■ **ABOUT THIS EXERCISE**
What the task requires is an exact printout of the listing below, pictures excluded.

■ **RECORDS**
=-=-=

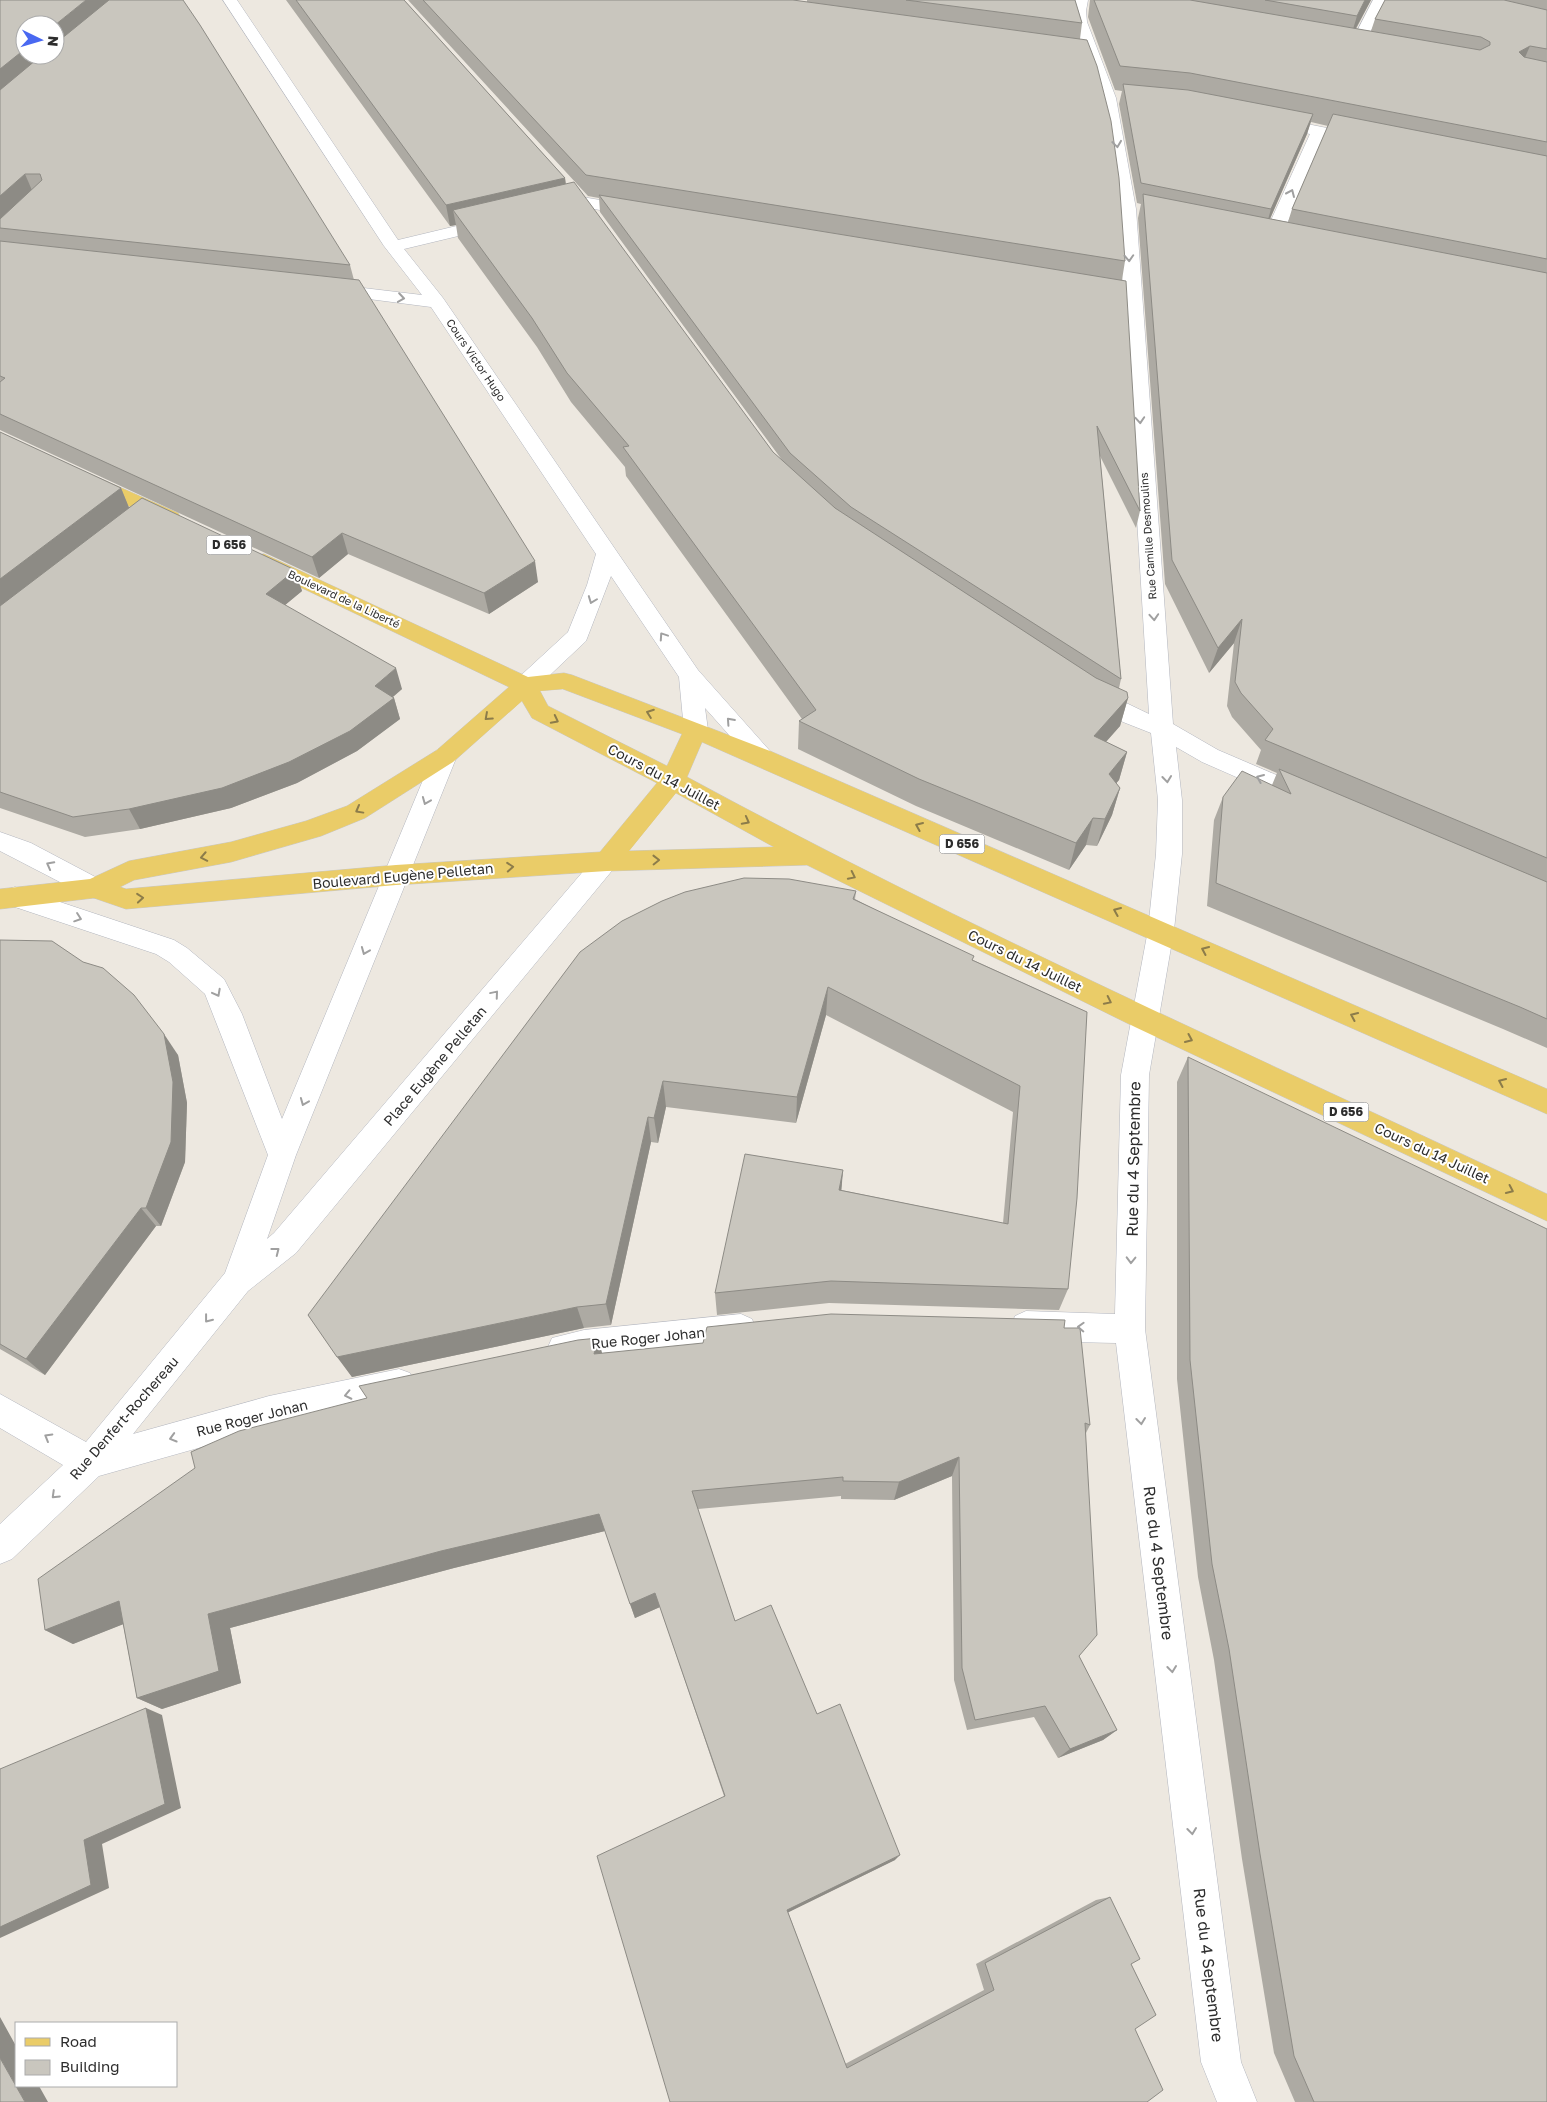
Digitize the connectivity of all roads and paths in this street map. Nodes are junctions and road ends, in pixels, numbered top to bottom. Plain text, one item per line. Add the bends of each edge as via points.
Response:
1 (230, 0) edge
2 (1081, 0) edge
3 (1380, 0) edge
4 (1376, 49) edge
5 (1072, 53) edge
6 (1090, 55) junction
7 (1108, 96) junction
8 (1127, 98) edge
9 (1261, 120) edge
10 (1319, 131) junction
11 (1376, 142) edge
12 (575, 195) junction
13 (535, 213) edge
14 (649, 213) edge
15 (506, 219) edge
16 (599, 226) edge
17 (1254, 234) edge
18 (1272, 238) junction
19 (1291, 242) edge
20 (393, 246) junction
21 (316, 288) edge
22 (437, 302) junction
23 (70, 471) edge
24 (185, 524) edge
25 (247, 554) edge
26 (607, 554) junction
27 (690, 676) junction
28 (1073, 682) edge
29 (525, 684) junction
30 (1162, 728) junction
31 (696, 730) junction
32 (444, 756) junction
33 (762, 757) junction
34 (672, 780) junction
35 (1330, 808) edge
36 (0, 841) edge
37 (808, 854) junction
38 (607, 861) junction
39 (396, 875) junction
40 (94, 888) junction
41 (7, 898) edge
42 (1161, 930) junction
43 (1145, 1019) junction
44 (1547, 1102) edge
45 (282, 1155) junction
46 (1547, 1208) edge
47 (238, 1281) junction
48 (994, 1325) edge
49 (770, 1326) edge
50 (1130, 1329) junction
51 (536, 1355) edge
52 (422, 1379) edge
53 (0, 1410) edge
54 (90, 1462) junction
55 (0, 1547) edge
56 (1237, 2102) edge

1 - 20 street, Cours Victor Hugo
2 - 6 street, Rue Camille Desmoulins via 1077,10
3 - 4 street via 1352,44
5 - 6 street
6 - 7 street, Rue Camille Desmoulins
7 - 8 street
7 -> 30 street, Rue Camille Desmoulins via 1135,211 1121,290
9 - 10 street
10 - 11 street
18 -> 10 street
12 - 13 street
12 - 14 street
12 - 16 street
15 - 20 street
17 - 18 street
18 - 19 street
20 - 22 street, Cours Victor Hugo
21 -> 22 street
22 - 26 street, Cours Victor Hugo
23 - 24 main road via 141,514
25 - 29 main road, Boulevard de la Liberté / D 656
27 -> 26 street, Cours Victor Hugo
26 -> 29 street via 578,636
27 - 31 street, Cours Victor Hugo
33 -> 27 street
28 - 30 street via 1131,716
31 -> 29 main road, Boulevard de la Liberté / D 656 via 564,681
29 -> 32 main road
29 -> 34 main road, Cours du 14 Juillet / D 656 via 540,712
35 -> 30 street via 1210,756
30 -> 42 street, Rue Camille Desmoulins via 1170,800 1169,854
31 - 33 main road, D 656
31 - 34 main road, Place Eugène Pelletan
32 -> 39 street
32 -> 40 main road via 356,812 312,829 231,852 129,871
42 -> 33 main road, D 656
34 -> 37 main road, Cours du 14 Juillet / D 656
34 - 38 main road, Place Eugène Pelletan
40 -> 36 street
38 -> 37 main road, Boulevard Eugène Pelletan
37 -> 43 main road, Cours du 14 Juillet / D 656
39 -> 38 main road, Boulevard Eugène Pelletan
47 -> 38 street, Place Eugène Pelletan via 285,1244
40 -> 39 main road, Boulevard Eugène Pelletan via 126,899
39 -> 45 street
40 - 41 main road, Boulevard Eugène Pelletan
41 -> 45 street via 165,948 215,987
42 - 43 street, Rue Camille Desmoulins
44 -> 42 main road, D 656
43 -> 46 main road, Cours du 14 Juillet / D 656
43 -> 50 street, Rue du 4 Septembre via 1135,1075
45 - 47 street
47 -> 54 street, Rue Denfert-Rochereau
50 -> 48 street
49 - 51 street, Rue Roger Johan via 584,1345
50 -> 56 street, Rue du 4 Septembre via 1221,2062
52 -> 54 street, Rue Roger Johan via 269,1412
54 -> 53 street
54 -> 55 street, Rue Denfert-Rochereau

=-=-=

■ **ANSWER FOR THE TASK**
Digitize the connectivity of all roads and paths in this street map. Nodes are junctions and road ends, in pixels, numbered top to bottom. Plain text, one item per line. Add the bends of each edge as via points.
Response:
1 (230, 0) edge
2 (1081, 0) edge
3 (1380, 0) edge
4 (1376, 49) edge
5 (1072, 53) edge
6 (1090, 55) junction
7 (1108, 96) junction
8 (1127, 98) edge
9 (1261, 120) edge
10 (1319, 131) junction
11 (1376, 142) edge
12 (575, 195) junction
13 (535, 213) edge
14 (649, 213) edge
15 (506, 219) edge
16 (599, 226) edge
17 (1254, 234) edge
18 (1272, 238) junction
19 (1291, 242) edge
20 (393, 246) junction
21 (316, 288) edge
22 (437, 302) junction
23 (70, 471) edge
24 (185, 524) edge
25 (247, 554) edge
26 (607, 554) junction
27 (690, 676) junction
28 (1073, 682) edge
29 (525, 684) junction
30 (1162, 728) junction
31 (696, 730) junction
32 (444, 756) junction
33 (762, 757) junction
34 (672, 780) junction
35 (1330, 808) edge
36 (0, 841) edge
37 (808, 854) junction
38 (607, 861) junction
39 (396, 875) junction
40 (94, 888) junction
41 (7, 898) edge
42 (1161, 930) junction
43 (1145, 1019) junction
44 (1547, 1102) edge
45 (282, 1155) junction
46 (1547, 1208) edge
47 (238, 1281) junction
48 (994, 1325) edge
49 (770, 1326) edge
50 (1130, 1329) junction
51 (536, 1355) edge
52 (422, 1379) edge
53 (0, 1410) edge
54 (90, 1462) junction
55 (0, 1547) edge
56 (1237, 2102) edge

1 - 20 street, Cours Victor Hugo
2 - 6 street, Rue Camille Desmoulins via 1077,10
3 - 4 street via 1352,44
5 - 6 street
6 - 7 street, Rue Camille Desmoulins
7 - 8 street
7 -> 30 street, Rue Camille Desmoulins via 1135,211 1121,290
9 - 10 street
10 - 11 street
18 -> 10 street
12 - 13 street
12 - 14 street
12 - 16 street
15 - 20 street
17 - 18 street
18 - 19 street
20 - 22 street, Cours Victor Hugo
21 -> 22 street
22 - 26 street, Cours Victor Hugo
23 - 24 main road via 141,514
25 - 29 main road, Boulevard de la Liberté / D 656
27 -> 26 street, Cours Victor Hugo
26 -> 29 street via 578,636
27 - 31 street, Cours Victor Hugo
33 -> 27 street
28 - 30 street via 1131,716
31 -> 29 main road, Boulevard de la Liberté / D 656 via 564,681
29 -> 32 main road
29 -> 34 main road, Cours du 14 Juillet / D 656 via 540,712
35 -> 30 street via 1210,756
30 -> 42 street, Rue Camille Desmoulins via 1170,800 1169,854
31 - 33 main road, D 656
31 - 34 main road, Place Eugène Pelletan
32 -> 39 street
32 -> 40 main road via 356,812 312,829 231,852 129,871
42 -> 33 main road, D 656
34 -> 37 main road, Cours du 14 Juillet / D 656
34 - 38 main road, Place Eugène Pelletan
40 -> 36 street
38 -> 37 main road, Boulevard Eugène Pelletan
37 -> 43 main road, Cours du 14 Juillet / D 656
39 -> 38 main road, Boulevard Eugène Pelletan
47 -> 38 street, Place Eugène Pelletan via 285,1244
40 -> 39 main road, Boulevard Eugène Pelletan via 126,899
39 -> 45 street
40 - 41 main road, Boulevard Eugène Pelletan
41 -> 45 street via 165,948 215,987
42 - 43 street, Rue Camille Desmoulins
44 -> 42 main road, D 656
43 -> 46 main road, Cours du 14 Juillet / D 656
43 -> 50 street, Rue du 4 Septembre via 1135,1075
45 - 47 street
47 -> 54 street, Rue Denfert-Rochereau
50 -> 48 street
49 - 51 street, Rue Roger Johan via 584,1345
50 -> 56 street, Rue du 4 Septembre via 1221,2062
52 -> 54 street, Rue Roger Johan via 269,1412
54 -> 53 street
54 -> 55 street, Rue Denfert-Rochereau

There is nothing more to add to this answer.